The wonderful Lucy KEllaway eviscerates Satya Nadella’s memo in which he axed thousands of jobs in Windows Phone:

With some clearing of the throat about how proud he is in announcing it, the CEO unveils the new mission of Microsoft: “to empower every person and every organisation on the planet to achieve more”.

The first sign of trouble is the word “planet”. There is a rule that says whenever this word is used as a substitute for “world”, the sentence in which it appears is utter tosh. If the cosmic resonance is gratuitous, the author is writing through his hat.

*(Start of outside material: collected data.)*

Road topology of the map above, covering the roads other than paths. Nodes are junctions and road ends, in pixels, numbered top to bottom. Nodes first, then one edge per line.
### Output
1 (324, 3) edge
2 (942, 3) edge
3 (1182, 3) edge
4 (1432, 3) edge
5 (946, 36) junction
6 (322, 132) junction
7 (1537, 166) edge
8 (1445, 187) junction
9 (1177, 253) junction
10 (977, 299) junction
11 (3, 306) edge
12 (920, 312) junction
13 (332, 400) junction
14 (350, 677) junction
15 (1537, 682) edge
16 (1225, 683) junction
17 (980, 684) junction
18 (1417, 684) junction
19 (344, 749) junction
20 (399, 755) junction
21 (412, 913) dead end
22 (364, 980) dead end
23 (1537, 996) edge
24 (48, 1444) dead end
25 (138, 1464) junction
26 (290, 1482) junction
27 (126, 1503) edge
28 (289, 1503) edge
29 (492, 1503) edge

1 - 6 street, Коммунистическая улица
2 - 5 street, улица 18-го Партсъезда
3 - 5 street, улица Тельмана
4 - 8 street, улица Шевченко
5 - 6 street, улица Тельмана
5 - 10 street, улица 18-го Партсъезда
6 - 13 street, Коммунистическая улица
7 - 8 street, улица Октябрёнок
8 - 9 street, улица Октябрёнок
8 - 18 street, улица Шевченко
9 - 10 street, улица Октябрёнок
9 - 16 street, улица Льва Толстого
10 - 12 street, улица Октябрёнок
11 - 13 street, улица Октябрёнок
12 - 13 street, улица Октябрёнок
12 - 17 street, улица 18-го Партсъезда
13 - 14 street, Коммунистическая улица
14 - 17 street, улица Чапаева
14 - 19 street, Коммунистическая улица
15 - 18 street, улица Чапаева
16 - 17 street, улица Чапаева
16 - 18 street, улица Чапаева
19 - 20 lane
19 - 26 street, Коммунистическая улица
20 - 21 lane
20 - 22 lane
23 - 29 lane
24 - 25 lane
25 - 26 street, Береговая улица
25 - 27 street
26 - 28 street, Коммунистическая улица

In the early days of Microsoft, Bill Gates came up with a vastly better mission: a computer on every desk and in every home. There was no windy nonsense about planets, nor any tiresome talk of empowering. Best of all, it was precise. The main problem with the new mission is not its grandiosity but its emptiness. Achieve more what? On this vital question, Mr Nadella is silent.

Indeed, the best way to empower people on the planet to achieve more would be to persuade them to love their mobile devices a little less and turn them off occasionally and get on with something real instead.

Not content with announcing his new mission, Mr Nadella empowers himself to achieve still more: “Today I want to share more on the overall context and connective tissue between our mission, worldview, strategy and culture.”

To have a mission and a vision and worldview is greedy. But to have so many abstract things with lots of connective tissue between them leaves one feeling slightly sick.

One good thing, though: parsing this sort of stuff will remain beyond AI for many years to come. Human: “Oh, he’s firing a ton of people in Devices.” Machine: “VOID.”